I couldn't resist. "Speaking of long, guess who her boyfriend was?"
Her not having observed Daniels's one memorable anatomical feature, this clue sailed by her.
"Here's another hint," I told her. "She and her lover are now forever together. In heaven--maybe that other place."
This clue struck home, because she promptly said, "There was zero indication of that. Mating habits are always probed during polygraphs. Cliff Daniels never came up."
Interesting phrasing. But during my plane ride, I had given some thought to this mystery, and I asked, "Her murder, did it happen before or after you initiated your leak investigation?"
"It was . . . the exact dates, I can't remember . . . but I think, nearly coincident. Why?"
"I'll lay you even money the affair occurred after her last polygraph session, and that she didn't live long enough for another one. Check it out."
"Who told you about this affair?"
"Does it matter?"
"Sean, stop acting paranoid."
"Stop? I should've been this way from the beginning."
She took a moment to clear her throat, or to turn off the recording machine. "Please come in, Sean. Now. We all want the same thing."
But that wasn't exactly true. What Phyllis and her boss wanted was to get the Agency off the blameline for the lousy prewar intelligence, with enough ammunition to screw the Pentagon, and enough clout to remain first among beltway equals at a time when Congress was considering a new national intelligence apparatus that might knock their beloved Agency down a few pegs. At least, that was what they wanted at first.

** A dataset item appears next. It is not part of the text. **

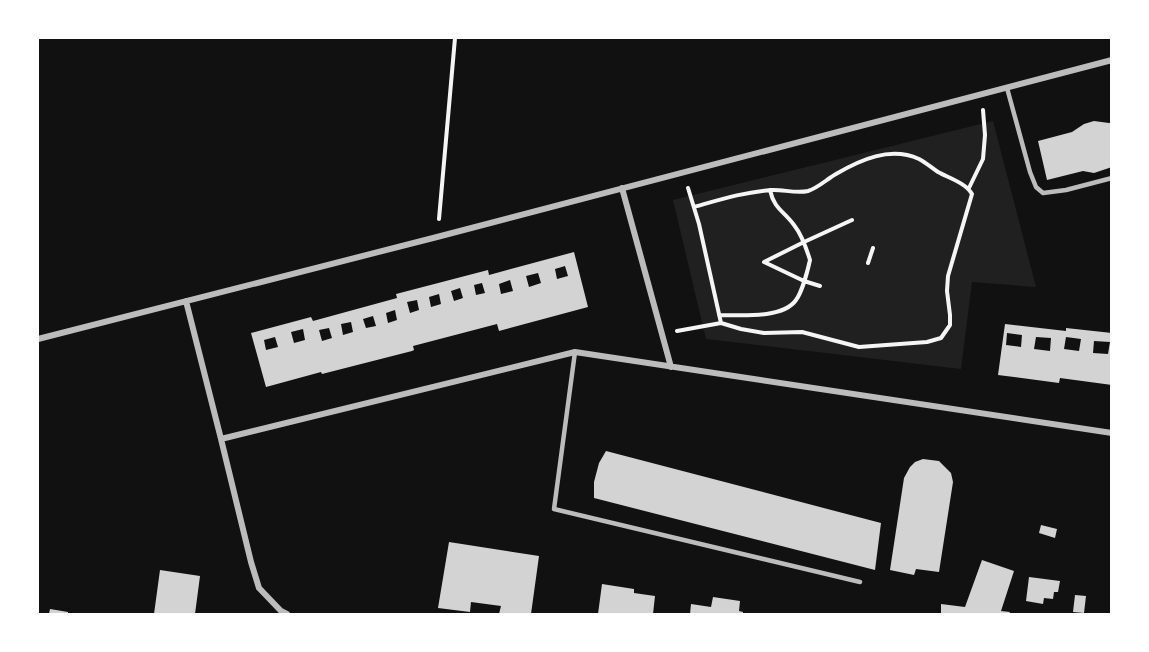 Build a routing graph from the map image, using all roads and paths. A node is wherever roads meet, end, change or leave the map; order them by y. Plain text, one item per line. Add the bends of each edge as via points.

But once she and her boss learned the scale and breadth of this thing, their appetites swelled. And why not? Handled properly, the President and his political people, who for four years had treated the Agency like a bureaucratic pi-ata, would be made to see the error of their ways. In exchange for four more years, the President would have to do a little penance, his people would have to kiss a lot of Langley butt, and in return, the Director would keep a special file locked in his office safe, labeled "For Emergency Use Only."
Or alternatively, this President was already so high on Langley's shit list that a contract extension was out of the question--and his competitor would be awakened in the dead of the night by a dark man in a trench coat and handed a packet of interesting information, and Phyllis and the new President would share a victory waltz at his inauguration ball.

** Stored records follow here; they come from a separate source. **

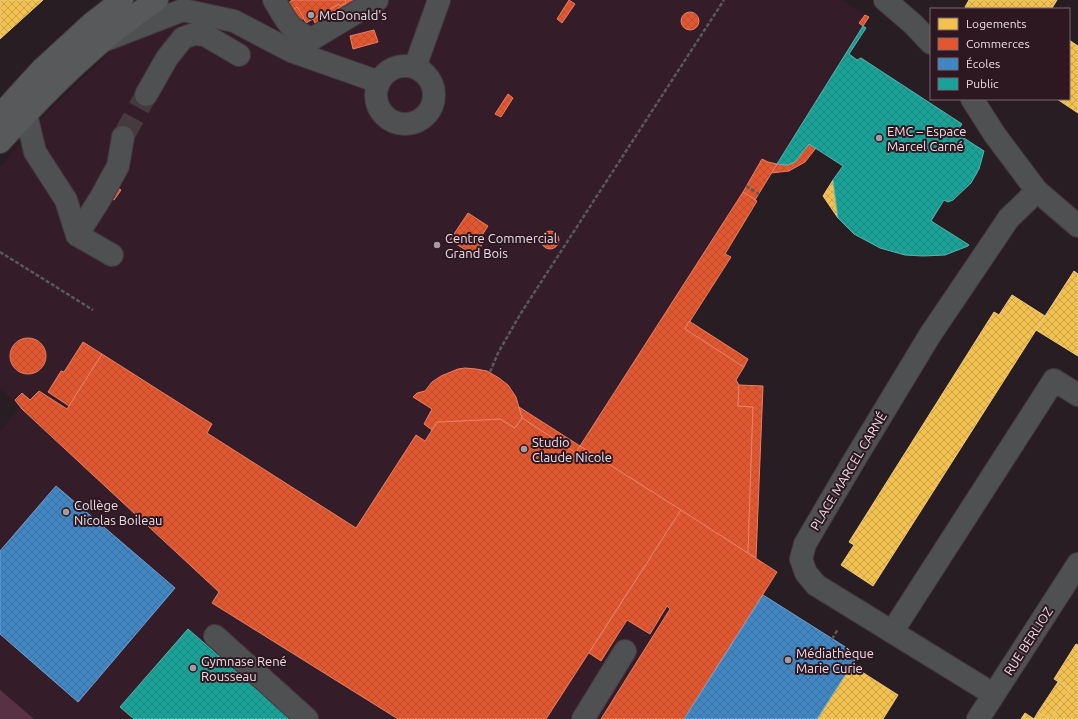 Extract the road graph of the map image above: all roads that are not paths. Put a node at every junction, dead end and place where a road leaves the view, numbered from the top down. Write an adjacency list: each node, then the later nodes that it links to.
1 (122, 0): 17 (main road)
2 (157, 0): 8 (main road)
3 (274, 0): 7 (street)
4 (377, 0): 7 (street)
5 (885, 0): 9 (street)
6 (437, 1): 12 (street)
7 (338, 24): 11 (street)
8 (103, 41): 11 (street); 16 (main road)
9 (930, 42)
10 (239, 55): 14 (street)
11 (318, 60): 13 (street)
12 (414, 67): 13 (street); 13 (street)
13 (379, 82)
14 (146, 95)
15 (973, 100): 20 (street)
16 (26, 114): 19 (main road); 22 (street)
17 (0, 115)
18 (123, 137): 22 (street)
19 (0, 142)
20 (1038, 191): 21 (street); 27 (street, PLACE MARCEL CARNÉ)
21 (1078, 226)
22 (77, 235): 23 (street)
23 (112, 255)
24 (1078, 395): 27 (street)
25 (1078, 564): 26 (street, RUE BERLIOZ)
26 (1072, 586): 30 (street, RUE BERLIOZ)
27 (892, 632): 30 (street, PLACE MARCEL CARNÉ)
28 (215, 636): 31 (street)
29 (625, 651): 32 (street)
30 (993, 694): 33 (street, RUE BERLIOZ)
31 (307, 719)
32 (583, 719)
33 (978, 719)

Either way, the Agency couldn't lose. Perfect. What could go wrong?
Bian Tran could go wrong. Neither Phyllis nor her boss had factored her into the equation. They missed what people in Washington usually miss: the human factor.
With that thought in mind, I told her, "If you and I wanted the same thing, we wouldn't be where we are." You can't slam down a cellular, so I settled for punching off with my middle finger.
Now I had another important piece I needed to consider. After Mark's death, Bian had returned from Iraq, mad with pain, grief, and guilt; not emotionally mad, not metaphysically mad--literally mad. And as it so often goes, pain bred anger, fury begat revenge, and revenge meant murder.
But where to start? That was Bian's question.
Kemp Chester had said that everybody in the G2 exploitation cell assumed that compromised intelligence--however it had occurred-- had caused the death of Mark Kemble. Chester also described Bian as a hunter by both training and natural instinct. For her, finding the betrayer would be child's play because, unlike the jihadis in Iraq, her prey had not a clue they were prey.